Poprezdnia zdecydowanie była lepsza ,ale jeszce popracuj jest ok :)
Dzięki ovidius, dokładnie wyjaśniłeś o co chodzi. Sergiuszu - jeśli chcesz mam propozycję -prześlę ci orginał tej fotografii i poproszę o Twoje sugestie i ingerencje ( modelka pewnie też z chęcią je pozna) ( jest nałożony zooming blur ze względu na prośbę modelki)
... Sergiusz ... nie popadaj ... ja rozumiem, że zabieg , który wykonano na zdjęciu miał coś na celu ... moze modelka musi sie oswoić , zanim da się nam pokazać w pełnej "niedyskwalifikującej" ostrości ... daj autorowi czas proszę ... ;)))
Kompozycja tamta też była w porządku, ale na wszystkie wywoływacze - CO Z OSTROCIĄ? Przecież to generalnie dyskwalifikuje zdjęcie całkowicie!
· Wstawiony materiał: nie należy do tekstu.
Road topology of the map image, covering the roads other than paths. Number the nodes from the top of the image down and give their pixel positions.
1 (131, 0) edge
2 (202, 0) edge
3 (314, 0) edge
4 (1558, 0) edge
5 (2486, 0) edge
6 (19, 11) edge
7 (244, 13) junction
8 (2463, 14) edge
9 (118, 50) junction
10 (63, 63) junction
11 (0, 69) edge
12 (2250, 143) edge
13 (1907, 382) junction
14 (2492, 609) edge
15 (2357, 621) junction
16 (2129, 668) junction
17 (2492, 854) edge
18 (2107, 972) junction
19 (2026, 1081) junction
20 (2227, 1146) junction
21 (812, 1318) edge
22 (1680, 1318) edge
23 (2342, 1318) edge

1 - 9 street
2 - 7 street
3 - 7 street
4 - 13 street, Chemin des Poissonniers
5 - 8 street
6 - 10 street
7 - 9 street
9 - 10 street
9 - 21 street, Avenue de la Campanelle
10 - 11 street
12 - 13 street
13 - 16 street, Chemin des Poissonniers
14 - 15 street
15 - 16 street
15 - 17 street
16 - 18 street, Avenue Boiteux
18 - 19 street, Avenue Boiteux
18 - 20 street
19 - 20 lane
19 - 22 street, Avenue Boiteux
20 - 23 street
Czy to też taki zabieg artystyczny, taka sobie "inna estetyka"? Eeee, sam nie wiem jak oceniać, wygląda na to że tak naprawdę rzetelne oceny nikomu tu nie są potrzebne, tylko wrogów sobie nabywać...
... pierś nie spada, tylko nieco za mocno jest przyciśnięta ( warto o tym zawsze pamiętać, żeby zostawić im nieco swobody przy zasłanianiu ) ... kompozycyjnie lepiej niż poprzednio choć sugerowałbym albo większą skórę jako tło albo wogóle bez niej ( naga ściana też może być dobrym tłem dla nagiego ciała ) ... ponieważ wiem, że to pierwsze próby ( modelki chyba również ) więc widzę to zdjęcie życzliwie choć jeszcze pomyślę nad oceną ... acha i jeszcze jedno ... następnym razem poproś modelkę, żeby się nieco odważyła i wyprostowała - na pewno nie będzie lepiej, bo ciałko ma correct ... pozdrawiam i będę wypatrywał następnych... ;)))
Szkoda ze tak bardzo PhotoShopowe. i pierś ktora spada jakos dziwnie....kiepskie jak dla mnie.